Task goal:
Look through the records and report how many lines include the word "Expressway", with no other words.

Data in this exercise:

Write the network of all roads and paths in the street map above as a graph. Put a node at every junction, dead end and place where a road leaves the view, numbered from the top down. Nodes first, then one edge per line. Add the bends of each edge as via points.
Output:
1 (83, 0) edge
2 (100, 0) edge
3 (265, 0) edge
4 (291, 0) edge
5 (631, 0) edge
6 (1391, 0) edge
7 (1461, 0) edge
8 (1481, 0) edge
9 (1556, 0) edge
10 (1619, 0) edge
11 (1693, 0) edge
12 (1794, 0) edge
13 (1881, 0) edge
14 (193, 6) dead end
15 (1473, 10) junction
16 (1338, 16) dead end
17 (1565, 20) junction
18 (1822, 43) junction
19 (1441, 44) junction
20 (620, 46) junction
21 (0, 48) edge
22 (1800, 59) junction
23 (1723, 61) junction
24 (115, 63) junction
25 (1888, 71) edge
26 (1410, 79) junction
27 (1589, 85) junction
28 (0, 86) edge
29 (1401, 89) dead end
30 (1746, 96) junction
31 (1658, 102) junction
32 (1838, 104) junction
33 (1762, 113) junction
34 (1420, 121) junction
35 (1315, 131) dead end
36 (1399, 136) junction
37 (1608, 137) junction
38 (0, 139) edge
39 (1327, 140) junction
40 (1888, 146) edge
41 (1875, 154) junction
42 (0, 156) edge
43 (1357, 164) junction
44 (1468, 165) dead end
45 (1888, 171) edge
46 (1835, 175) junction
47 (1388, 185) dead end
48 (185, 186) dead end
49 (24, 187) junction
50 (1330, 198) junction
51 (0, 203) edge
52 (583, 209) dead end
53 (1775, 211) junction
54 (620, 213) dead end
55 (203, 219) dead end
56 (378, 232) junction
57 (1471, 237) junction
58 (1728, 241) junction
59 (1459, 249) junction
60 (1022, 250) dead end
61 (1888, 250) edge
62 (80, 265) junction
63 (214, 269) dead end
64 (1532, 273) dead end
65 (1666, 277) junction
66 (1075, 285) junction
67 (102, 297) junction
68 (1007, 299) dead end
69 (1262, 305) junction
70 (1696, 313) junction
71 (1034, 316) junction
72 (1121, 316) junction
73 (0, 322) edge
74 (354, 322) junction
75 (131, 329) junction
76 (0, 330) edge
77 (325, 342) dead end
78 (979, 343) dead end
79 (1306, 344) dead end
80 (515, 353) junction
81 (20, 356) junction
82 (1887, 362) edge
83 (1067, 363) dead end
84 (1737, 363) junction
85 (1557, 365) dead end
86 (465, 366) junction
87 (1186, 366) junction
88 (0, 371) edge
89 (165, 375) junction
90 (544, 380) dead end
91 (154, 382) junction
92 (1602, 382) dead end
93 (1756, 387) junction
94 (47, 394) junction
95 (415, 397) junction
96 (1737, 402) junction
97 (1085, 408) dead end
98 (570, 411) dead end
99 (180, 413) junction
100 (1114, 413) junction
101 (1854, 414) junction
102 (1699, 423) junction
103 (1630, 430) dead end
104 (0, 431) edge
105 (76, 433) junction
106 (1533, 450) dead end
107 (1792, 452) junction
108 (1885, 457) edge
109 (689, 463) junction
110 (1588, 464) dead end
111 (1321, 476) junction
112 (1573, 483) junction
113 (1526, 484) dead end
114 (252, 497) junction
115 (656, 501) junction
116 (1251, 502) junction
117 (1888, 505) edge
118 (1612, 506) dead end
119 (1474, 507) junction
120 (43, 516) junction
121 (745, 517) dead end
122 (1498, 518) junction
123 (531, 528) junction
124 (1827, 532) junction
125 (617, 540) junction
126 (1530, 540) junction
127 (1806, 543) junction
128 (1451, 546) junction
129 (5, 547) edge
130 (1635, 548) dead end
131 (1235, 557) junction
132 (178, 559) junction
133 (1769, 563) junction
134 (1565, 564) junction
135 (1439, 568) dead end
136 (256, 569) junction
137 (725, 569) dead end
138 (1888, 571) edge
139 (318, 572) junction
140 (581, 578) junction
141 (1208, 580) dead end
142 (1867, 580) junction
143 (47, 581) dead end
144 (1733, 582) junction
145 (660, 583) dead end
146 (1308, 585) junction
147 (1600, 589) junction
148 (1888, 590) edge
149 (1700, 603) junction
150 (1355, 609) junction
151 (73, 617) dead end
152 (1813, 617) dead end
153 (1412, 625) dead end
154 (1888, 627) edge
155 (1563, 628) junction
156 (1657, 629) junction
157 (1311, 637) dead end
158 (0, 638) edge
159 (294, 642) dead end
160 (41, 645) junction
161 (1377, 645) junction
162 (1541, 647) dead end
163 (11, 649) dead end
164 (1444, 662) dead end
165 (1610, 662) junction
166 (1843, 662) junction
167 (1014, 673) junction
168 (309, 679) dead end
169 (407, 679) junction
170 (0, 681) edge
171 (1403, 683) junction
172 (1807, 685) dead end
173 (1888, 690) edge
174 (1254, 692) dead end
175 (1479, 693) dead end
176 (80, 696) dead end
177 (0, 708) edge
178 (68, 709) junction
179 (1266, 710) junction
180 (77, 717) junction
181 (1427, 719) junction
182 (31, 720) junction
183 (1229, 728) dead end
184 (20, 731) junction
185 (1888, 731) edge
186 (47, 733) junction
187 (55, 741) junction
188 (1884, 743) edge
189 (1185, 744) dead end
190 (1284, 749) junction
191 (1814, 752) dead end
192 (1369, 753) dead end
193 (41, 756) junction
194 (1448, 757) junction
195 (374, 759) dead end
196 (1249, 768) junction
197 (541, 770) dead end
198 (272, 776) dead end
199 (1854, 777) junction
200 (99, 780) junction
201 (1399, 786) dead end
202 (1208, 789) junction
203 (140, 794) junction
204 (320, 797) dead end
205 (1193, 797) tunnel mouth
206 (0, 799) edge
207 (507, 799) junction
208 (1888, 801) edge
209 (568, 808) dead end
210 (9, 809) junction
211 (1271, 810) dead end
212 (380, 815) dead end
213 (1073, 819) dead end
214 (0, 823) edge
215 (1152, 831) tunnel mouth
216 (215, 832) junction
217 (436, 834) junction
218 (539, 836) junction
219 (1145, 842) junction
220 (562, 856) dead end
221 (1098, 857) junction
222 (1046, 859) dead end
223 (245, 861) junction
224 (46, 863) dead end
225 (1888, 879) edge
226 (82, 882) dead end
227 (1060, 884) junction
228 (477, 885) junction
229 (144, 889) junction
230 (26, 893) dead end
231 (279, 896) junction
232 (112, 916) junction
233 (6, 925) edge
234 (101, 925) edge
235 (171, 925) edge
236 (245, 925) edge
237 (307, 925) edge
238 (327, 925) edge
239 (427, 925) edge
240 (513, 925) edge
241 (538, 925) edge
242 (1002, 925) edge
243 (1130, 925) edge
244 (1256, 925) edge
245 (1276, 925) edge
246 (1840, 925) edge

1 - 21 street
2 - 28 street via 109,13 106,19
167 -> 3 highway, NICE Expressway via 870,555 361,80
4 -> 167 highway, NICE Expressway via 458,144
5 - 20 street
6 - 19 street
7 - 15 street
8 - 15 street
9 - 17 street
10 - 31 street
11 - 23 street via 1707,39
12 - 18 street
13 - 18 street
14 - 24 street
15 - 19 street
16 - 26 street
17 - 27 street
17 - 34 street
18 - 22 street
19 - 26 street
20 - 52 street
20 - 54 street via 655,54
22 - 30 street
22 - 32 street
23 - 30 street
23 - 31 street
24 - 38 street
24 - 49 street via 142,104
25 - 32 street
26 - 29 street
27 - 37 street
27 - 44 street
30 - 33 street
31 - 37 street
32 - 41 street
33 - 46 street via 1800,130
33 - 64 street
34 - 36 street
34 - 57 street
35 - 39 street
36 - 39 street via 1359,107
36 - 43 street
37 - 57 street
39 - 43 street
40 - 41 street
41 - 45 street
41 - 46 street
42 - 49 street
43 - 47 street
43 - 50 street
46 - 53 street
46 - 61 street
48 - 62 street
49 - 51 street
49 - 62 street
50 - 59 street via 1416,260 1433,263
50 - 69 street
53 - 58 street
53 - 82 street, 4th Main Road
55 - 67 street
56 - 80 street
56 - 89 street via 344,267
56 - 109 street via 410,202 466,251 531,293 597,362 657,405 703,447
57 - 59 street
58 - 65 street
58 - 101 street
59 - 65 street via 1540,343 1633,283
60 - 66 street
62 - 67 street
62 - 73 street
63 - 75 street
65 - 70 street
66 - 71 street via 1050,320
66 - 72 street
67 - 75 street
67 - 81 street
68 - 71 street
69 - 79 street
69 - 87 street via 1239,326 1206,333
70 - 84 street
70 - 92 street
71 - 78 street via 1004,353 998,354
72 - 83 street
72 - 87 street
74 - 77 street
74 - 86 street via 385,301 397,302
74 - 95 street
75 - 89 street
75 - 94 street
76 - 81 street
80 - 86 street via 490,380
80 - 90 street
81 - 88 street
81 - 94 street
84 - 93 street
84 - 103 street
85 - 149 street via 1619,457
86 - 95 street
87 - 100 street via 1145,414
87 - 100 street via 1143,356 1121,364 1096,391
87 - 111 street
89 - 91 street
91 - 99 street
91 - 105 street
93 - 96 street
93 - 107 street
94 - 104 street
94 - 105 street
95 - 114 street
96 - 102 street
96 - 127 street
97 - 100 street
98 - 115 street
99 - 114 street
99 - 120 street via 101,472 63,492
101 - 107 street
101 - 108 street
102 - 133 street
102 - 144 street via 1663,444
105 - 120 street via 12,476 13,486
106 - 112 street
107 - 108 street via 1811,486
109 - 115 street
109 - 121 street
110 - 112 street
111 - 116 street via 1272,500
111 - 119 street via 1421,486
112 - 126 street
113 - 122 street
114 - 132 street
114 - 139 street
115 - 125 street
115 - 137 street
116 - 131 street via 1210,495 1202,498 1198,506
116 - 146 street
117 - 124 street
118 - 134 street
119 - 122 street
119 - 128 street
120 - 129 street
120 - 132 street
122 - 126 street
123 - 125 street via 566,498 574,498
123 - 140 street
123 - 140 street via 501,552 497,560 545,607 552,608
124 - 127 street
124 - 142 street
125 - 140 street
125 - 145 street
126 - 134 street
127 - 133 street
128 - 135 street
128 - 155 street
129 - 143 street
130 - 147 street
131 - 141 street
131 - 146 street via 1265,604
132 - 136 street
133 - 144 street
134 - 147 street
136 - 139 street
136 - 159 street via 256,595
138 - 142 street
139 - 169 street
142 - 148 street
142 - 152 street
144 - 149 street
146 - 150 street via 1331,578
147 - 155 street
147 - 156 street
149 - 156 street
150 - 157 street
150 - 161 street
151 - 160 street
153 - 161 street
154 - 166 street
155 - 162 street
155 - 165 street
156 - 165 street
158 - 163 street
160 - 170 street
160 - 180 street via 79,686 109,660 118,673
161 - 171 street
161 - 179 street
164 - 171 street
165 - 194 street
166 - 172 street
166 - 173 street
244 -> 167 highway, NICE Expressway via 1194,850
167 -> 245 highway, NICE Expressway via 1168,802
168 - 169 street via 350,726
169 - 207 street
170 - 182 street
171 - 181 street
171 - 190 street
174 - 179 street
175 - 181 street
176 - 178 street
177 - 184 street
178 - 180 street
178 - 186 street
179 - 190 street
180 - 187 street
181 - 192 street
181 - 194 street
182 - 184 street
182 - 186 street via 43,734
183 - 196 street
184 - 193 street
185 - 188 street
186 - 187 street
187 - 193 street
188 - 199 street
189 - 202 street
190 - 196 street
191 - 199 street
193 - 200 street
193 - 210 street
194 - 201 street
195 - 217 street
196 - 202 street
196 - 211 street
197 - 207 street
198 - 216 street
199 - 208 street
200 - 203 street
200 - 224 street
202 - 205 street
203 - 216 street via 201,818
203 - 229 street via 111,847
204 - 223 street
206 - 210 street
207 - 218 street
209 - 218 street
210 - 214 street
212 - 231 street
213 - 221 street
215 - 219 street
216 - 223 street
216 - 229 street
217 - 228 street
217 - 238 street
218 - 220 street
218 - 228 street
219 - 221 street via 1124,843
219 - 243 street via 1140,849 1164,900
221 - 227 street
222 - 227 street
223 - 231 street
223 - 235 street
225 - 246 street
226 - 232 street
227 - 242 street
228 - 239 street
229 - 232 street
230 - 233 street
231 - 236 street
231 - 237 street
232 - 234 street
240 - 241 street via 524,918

Written response:
4